-- GIVEN DATA follows --

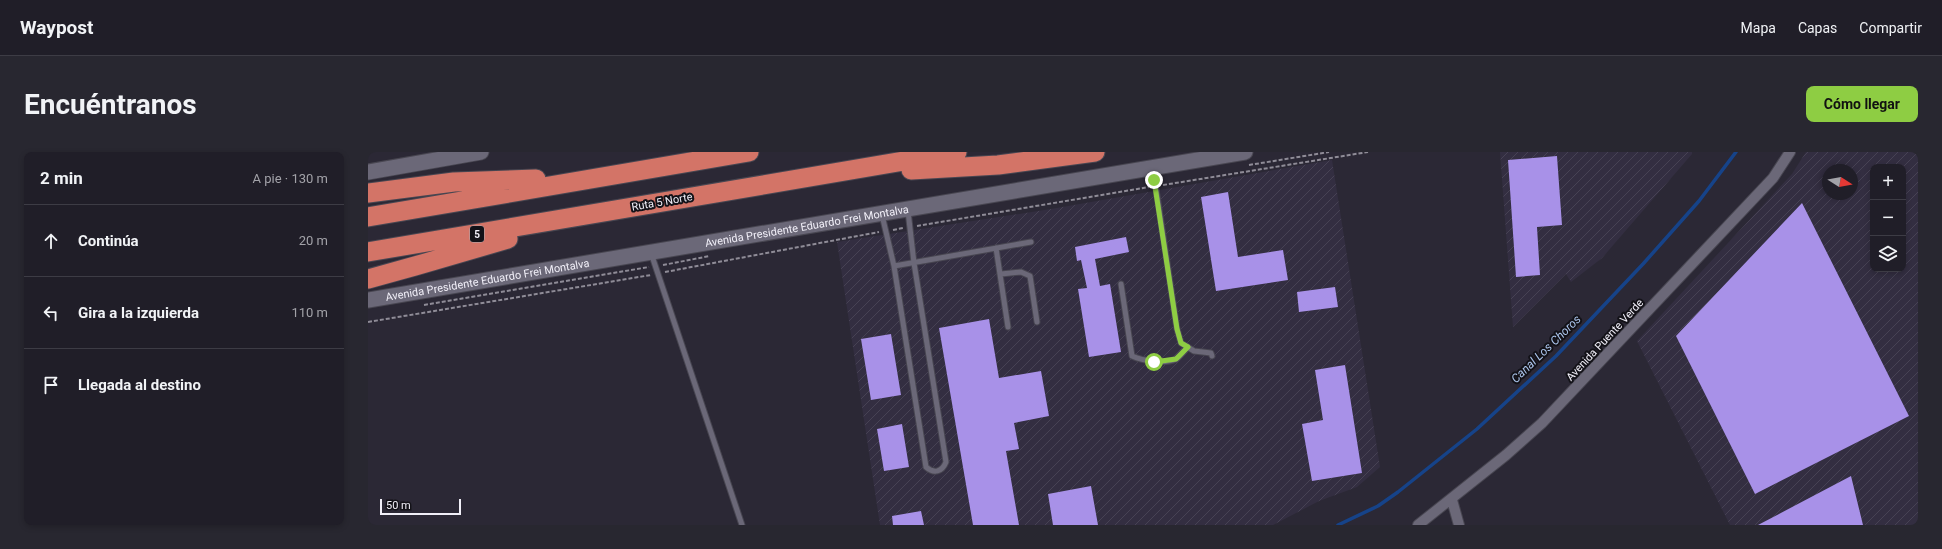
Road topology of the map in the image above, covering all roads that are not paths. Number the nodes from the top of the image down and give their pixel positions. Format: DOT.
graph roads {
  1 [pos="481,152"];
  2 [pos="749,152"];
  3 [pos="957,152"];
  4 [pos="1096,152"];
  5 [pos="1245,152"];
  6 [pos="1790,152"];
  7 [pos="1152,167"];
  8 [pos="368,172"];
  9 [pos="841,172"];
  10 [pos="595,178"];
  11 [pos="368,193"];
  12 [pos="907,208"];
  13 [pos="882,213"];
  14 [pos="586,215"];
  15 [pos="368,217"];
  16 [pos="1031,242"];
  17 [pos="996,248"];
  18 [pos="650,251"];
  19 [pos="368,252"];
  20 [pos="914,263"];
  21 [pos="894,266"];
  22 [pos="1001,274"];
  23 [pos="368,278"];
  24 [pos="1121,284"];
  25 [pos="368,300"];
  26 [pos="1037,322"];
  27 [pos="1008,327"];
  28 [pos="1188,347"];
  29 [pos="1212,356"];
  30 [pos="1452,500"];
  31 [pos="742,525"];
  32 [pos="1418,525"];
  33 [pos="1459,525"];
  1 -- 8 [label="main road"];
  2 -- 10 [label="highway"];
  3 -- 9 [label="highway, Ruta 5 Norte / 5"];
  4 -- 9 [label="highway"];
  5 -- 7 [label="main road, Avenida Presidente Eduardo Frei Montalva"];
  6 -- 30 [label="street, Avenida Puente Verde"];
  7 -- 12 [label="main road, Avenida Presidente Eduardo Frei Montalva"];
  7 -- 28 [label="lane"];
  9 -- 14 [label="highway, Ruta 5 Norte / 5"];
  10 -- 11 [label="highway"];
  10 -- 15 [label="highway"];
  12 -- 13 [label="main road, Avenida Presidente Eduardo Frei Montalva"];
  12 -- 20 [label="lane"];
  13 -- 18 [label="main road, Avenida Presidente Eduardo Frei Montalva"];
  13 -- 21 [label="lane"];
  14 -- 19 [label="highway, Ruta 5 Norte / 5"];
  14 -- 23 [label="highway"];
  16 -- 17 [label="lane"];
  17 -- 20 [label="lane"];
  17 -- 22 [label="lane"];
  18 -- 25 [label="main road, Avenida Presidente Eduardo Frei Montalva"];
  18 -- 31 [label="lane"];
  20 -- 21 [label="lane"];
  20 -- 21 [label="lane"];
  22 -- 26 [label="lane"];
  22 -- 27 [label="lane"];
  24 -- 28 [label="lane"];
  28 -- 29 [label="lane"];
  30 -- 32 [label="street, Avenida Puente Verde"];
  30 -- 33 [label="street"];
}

-- GIVEN DATA concluded --

Copy out all lines above that include the string "street".

▶ [TASK SOLUTION]:
  6 -- 30 [label="street, Avenida Puente Verde"];
  30 -- 32 [label="street, Avenida Puente Verde"];
  30 -- 33 [label="street"];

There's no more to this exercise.